Americans Growing More Pessimistic About Economy

By Hal M. Bundrick

NEW YORK ( TheStreet) -- As the U.S. struggles to regain its footing in recovery, the government shutdown is causing Americans to lose confidence in the economy. A Gallup poll reports that two-thirds (67%) of Americans now say the economy is getting worse. That is the highest rate of pessimism since December 2011.

The U.S. economy was on shaky ground before the D.C. disruption. Gallup's Economic Confidence Index saw a slide to -19 for the month of September, compared with -13 in August. But a significantly sharper decline in confidence has been evident most recently, leading to a current -34 three-day average.

The index is based on survey respondents' views of economic conditions and their perceptions of whether the economy is getting better or worse. At this point, 43% of those polled say the economy is in poor shape.

"The White House and Wall Street keep telling us that the economy is improving, and they point to the unemployment rate and other economic indicators. But Americans' confidence in the economy is now much worse than it was in May and June," says Gallup Chairman and CEO Jim Clifton in an analysis. "The American public is clearly seeing and feeling something quite different about the economy than what they're being told. Cheerleading from the White House and Wall Street is falling on deaf ears."

Economic confidence reached rock bottom in late 2008 and early 2009, at the height of the global financial meltdown. Confidence improved later in 2009, through 2010, and into early 2011, but fell sharply again in the summer of 2011, when the nation faced a looming crisis over the possibility of default. The U.S. government once again faces a debt ceiling deadline on Oct. 17.
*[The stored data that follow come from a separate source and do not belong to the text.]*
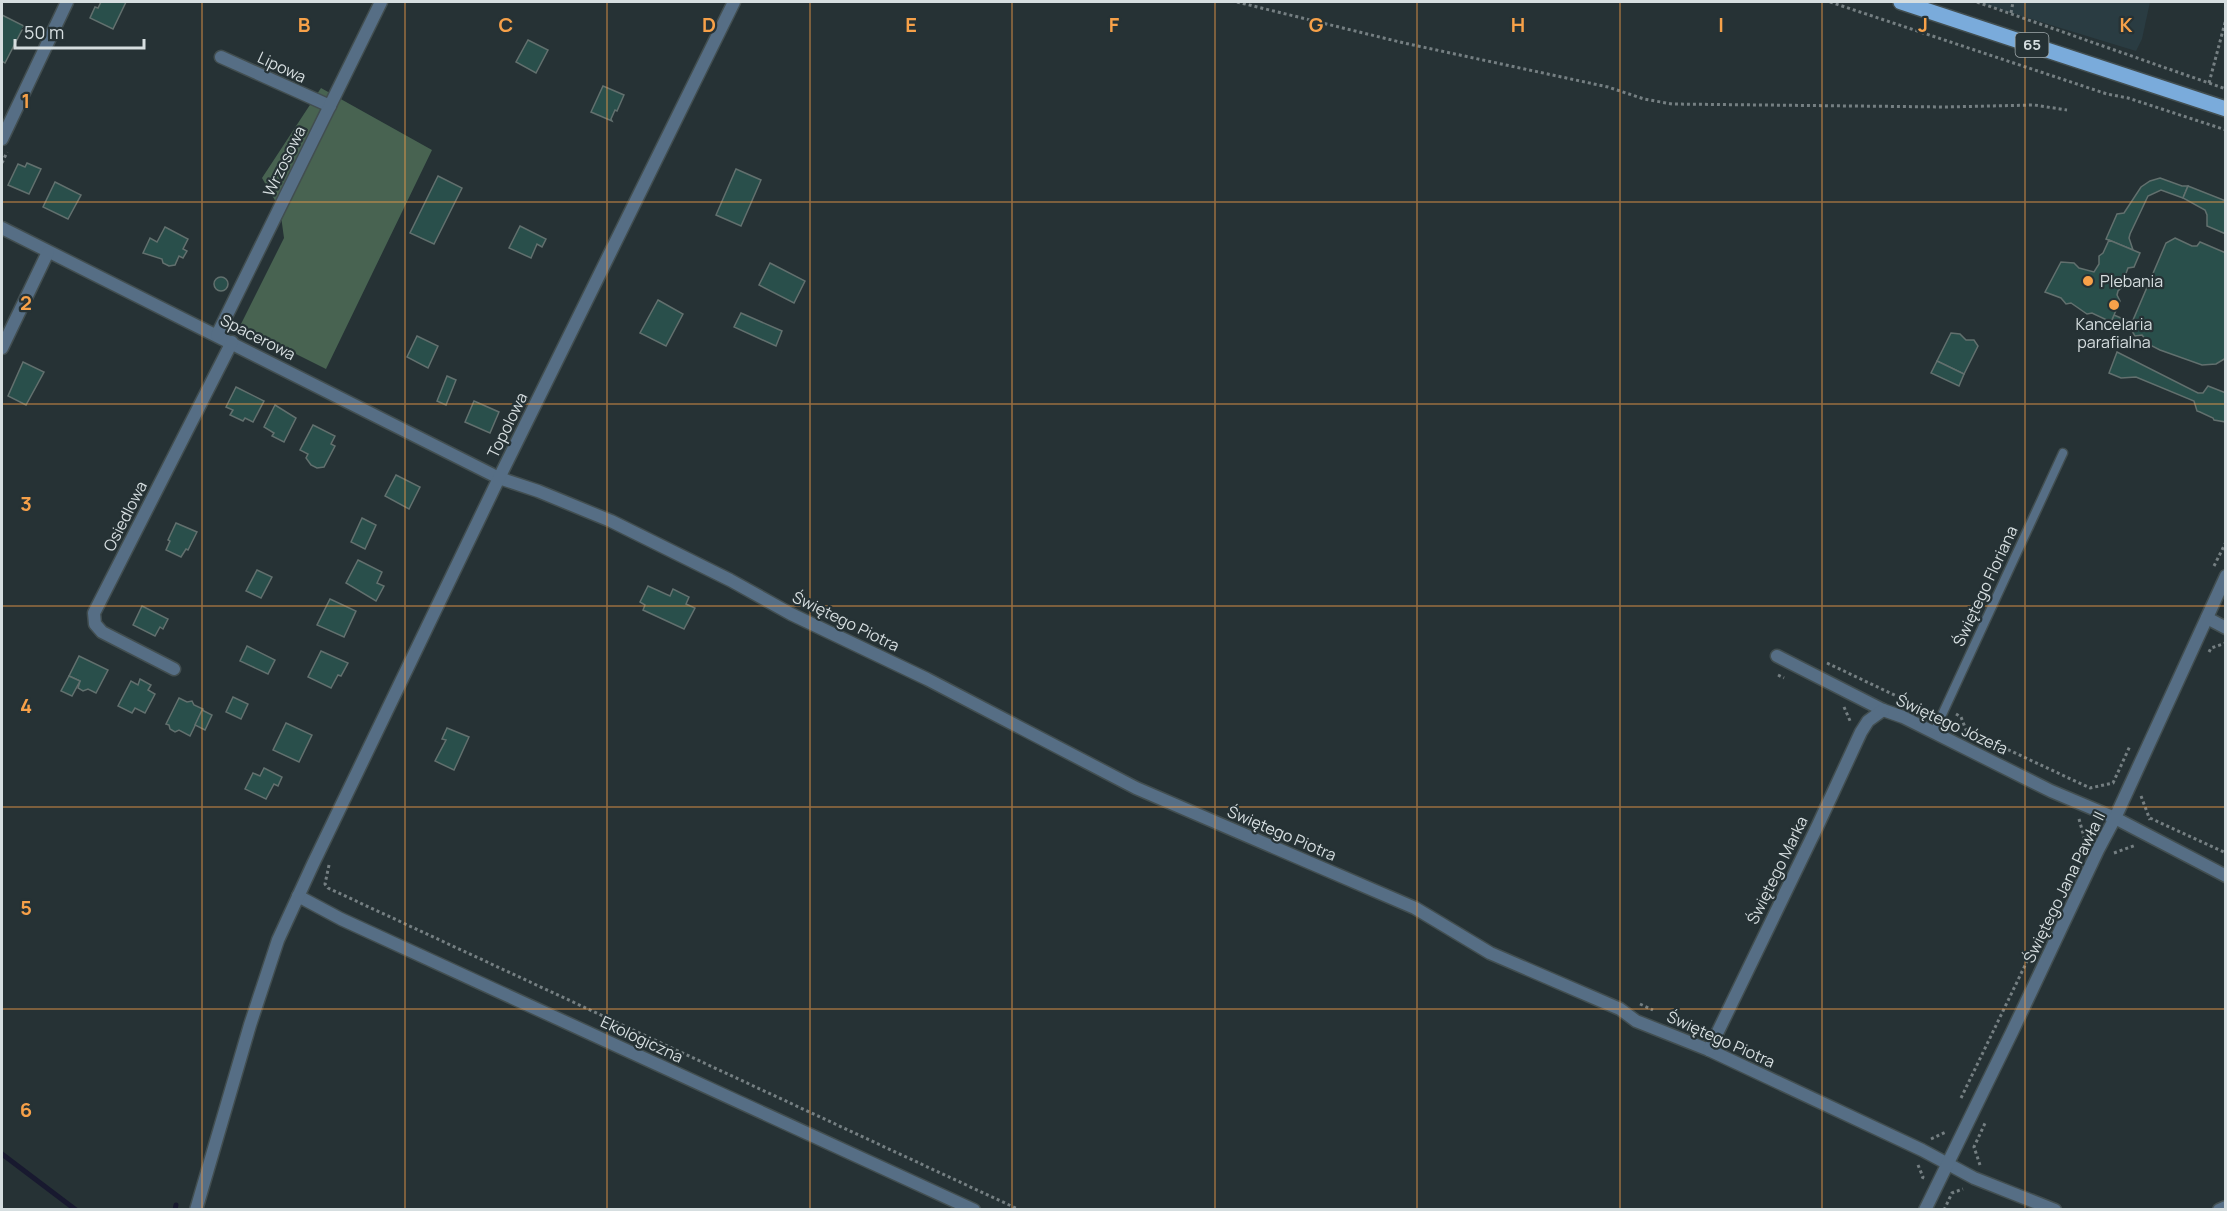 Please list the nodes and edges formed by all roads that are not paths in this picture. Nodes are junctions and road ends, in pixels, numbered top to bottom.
1 (67, 2) edge
2 (381, 2) edge
3 (734, 2) edge
4 (1901, 2) edge
5 (1931, 6) edge
6 (221, 57) dead end
7 (330, 106) junction
8 (2226, 109) edge
9 (2, 139) edge
10 (2, 228) edge
11 (48, 252) junction
12 (217, 335) junction
13 (232, 342) junction
14 (2, 348) edge
15 (2063, 453) dead end
16 (499, 478) junction
17 (2226, 576) edge
18 (2207, 618) junction
19 (2226, 628) edge
20 (1776, 656) dead end
21 (174, 669) dead end
22 (1883, 710) junction
23 (1934, 732) junction
24 (2115, 818) junction
25 (2226, 876) edge
26 (298, 896) junction
27 (1709, 1050) junction
28 (1948, 1164) junction
29 (2226, 1207) edge
30 (196, 1209) edge
31 (974, 1209) edge
32 (1925, 1209) edge
33 (2055, 1209) edge
34 (2219, 1209) edge

1 - 9 street
2 - 7 street, Wrzosowa
3 - 16 street, Topolowa
4 - 5 main road, 65
5 - 8 main road, 65
6 - 7 street, Lipowa
7 - 12 street, Wrzosowa
10 - 11 street, Spacerowa
11 - 12 street, Spacerowa
11 - 14 street
12 - 13 street, Spacerowa
13 - 16 street, Spacerowa
13 - 21 street, Osiedlowa
15 - 23 lane, Świętego Floriana
16 - 26 street, Topolowa
16 - 27 street, Świętego Piotra
17 - 18 street, Świętego Jana Pawła II
18 - 19 street
18 - 24 street, Świętego Jana Pawła II
20 - 22 street, Świętego Józefa
22 - 23 street, Świętego Józefa
22 - 27 street, Świętego Marka
23 - 24 street, Świętego Józefa
24 - 25 street, Świętego Józefa
24 - 28 street, Świętego Jana Pawła II
26 - 30 street, Topolowa
26 - 31 street, Ekologiczna
27 - 28 street, Świętego Piotra
28 - 32 street, Świętego Jana Pawła II
28 - 33 street, Świętego Piotra
29 - 34 street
"The economy grew at 2.5% in the second quarter of this year, according to the U.S. Department of Commerce, which is surely better than the pathetic and anemic 1.1% first-quarter growth," Clifton says. "But in my view, a blended 1.8% means the economy is barely keeping up with population growth, and the economy added only 169,000 jobs in August. No one could be excited about these numbers. From where I sit, we need a minimum of 4% growth for the American economy to boom again."